Source: IMPHAL FREE PRESS
The government must work out a solution to Imphal city’s waste management. The city continues to sink into its own waste. It must either streamline its own Imphal municipality to do the job efficiently and adequately, or else think of leasing out the responsibility to private entrepreneurs in the field, and thankfully, there have been a growing number of such private enterprises in Imphal today. These private enterprises live by what they earn, unlike those in the public sector who seem to think it is their right to live beyond their means, and more atrociously, to place their rights while ignoring their responsibilities and duties for which they are entitled to be paid from public money. If this were not so, the garbage piling up into virtual mountains all over Imphal city, and making the air in their vicinity putrid and sickening, would not be. Whatever the resort has to be, the government must take it. The most important consideration must be to keep Imphal city clean and hygienic. It does not matter if this is done by a government undertaking or else leased out to private parties.
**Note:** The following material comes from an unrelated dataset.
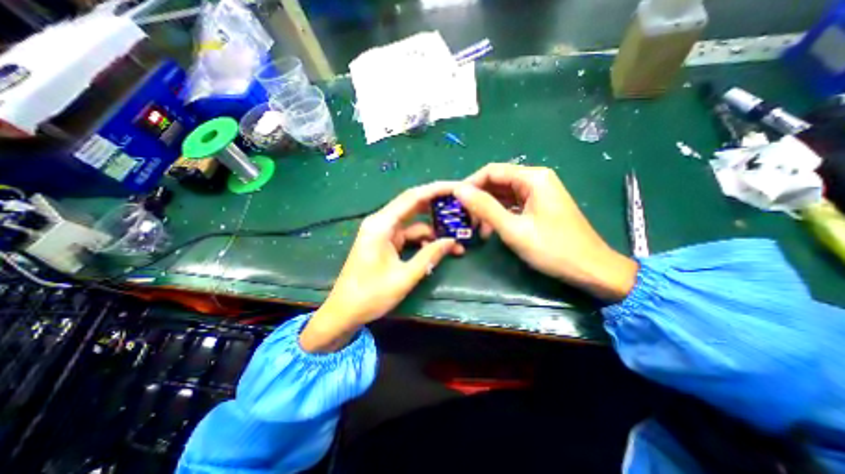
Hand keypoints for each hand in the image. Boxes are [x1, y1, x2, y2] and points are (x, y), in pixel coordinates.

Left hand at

We see no reason why the Imphal municipality cannot earn enough to sustain itself. This particularly so in view of how private companies with much less resources have survived and are growing in not just in popularity in residential colonies in much of greater Imphal but also in terms of business turnovers. The fact is, residents are willing to pay for this extremely important service, and these private enterprises take the best advantage of this in a mutually beneficial way. Those in government services see things differently and much more prefer to only earn and not work. This work culture can remain disguised and relatively invisible in many other white-collared departments where file pushing is the main preoccupation, but not so in a blue-collar situation as in the case of waste management. In the latter, there is an inverse proportionality between work done and stench in the air – the more the work, the less the stench in the air, and vice versa. It also means, if many of the government departments were asked to earn and live by their earnings only, many of them would suffer the same fate as the Imphal municipality. Their only saving grace is, their inactivity is not felt (or smelt) as quickly as that of the municipality.
This also implies that the municipality tax structuring will have to be rationalised. Especially in the congested Imphal Bazar area, the municipality tax rates would have to be hiked up. Each shop, each vendor and each family living in these commercial streets should be made to pay a tax slot higher than or at least matching the collection fees families away from the Bazar area pay to private garbage collectors. The government could also add a little to this tax revenue, after all, the Bazar streets are also public places, the upkeep of which would benefit not just the residents and shops, but also everybody else in the city, who all undoubtedly depend on the commerce that happen in these streets. Let everybody be made to understand and internalise that public services have a cost, and also the better the service they want, the more they would have to pay.
Waste management problem however is not just about picking up city waste, but also about disposing them. Here, at least for the moment, it is only the government which can do something. It must acquire enough incinerators and other modern waste elimination technology at the soonest and on a priority basis. Simply lifting garbage from the city and dumping it at another place may have been sufficient three or four decades ago, for then the volume of waste was not overwhelming and there would be time for the dumped waste at a particular spot to decompose and became earth (dust unto dust) before another pile was ready to be disposed. Again it is not just population growth, but also the “use and dispose” market cult driven by the new age consumerism, and the emergence of non degradable synthetic products, which have made sure waste management is a gigantic problem. The natural decomposition cycle is grossly inadequate and there is no other way than to depend on technology to overcome this problem. But not any less important is for the people to also begin realising their own responsibility in keeping their immediate environment clean. They must begin seeing this responsibility as not just a question of lending a hand in the governance process, but also as a necessary effort in ensuring themselves and their families, good health.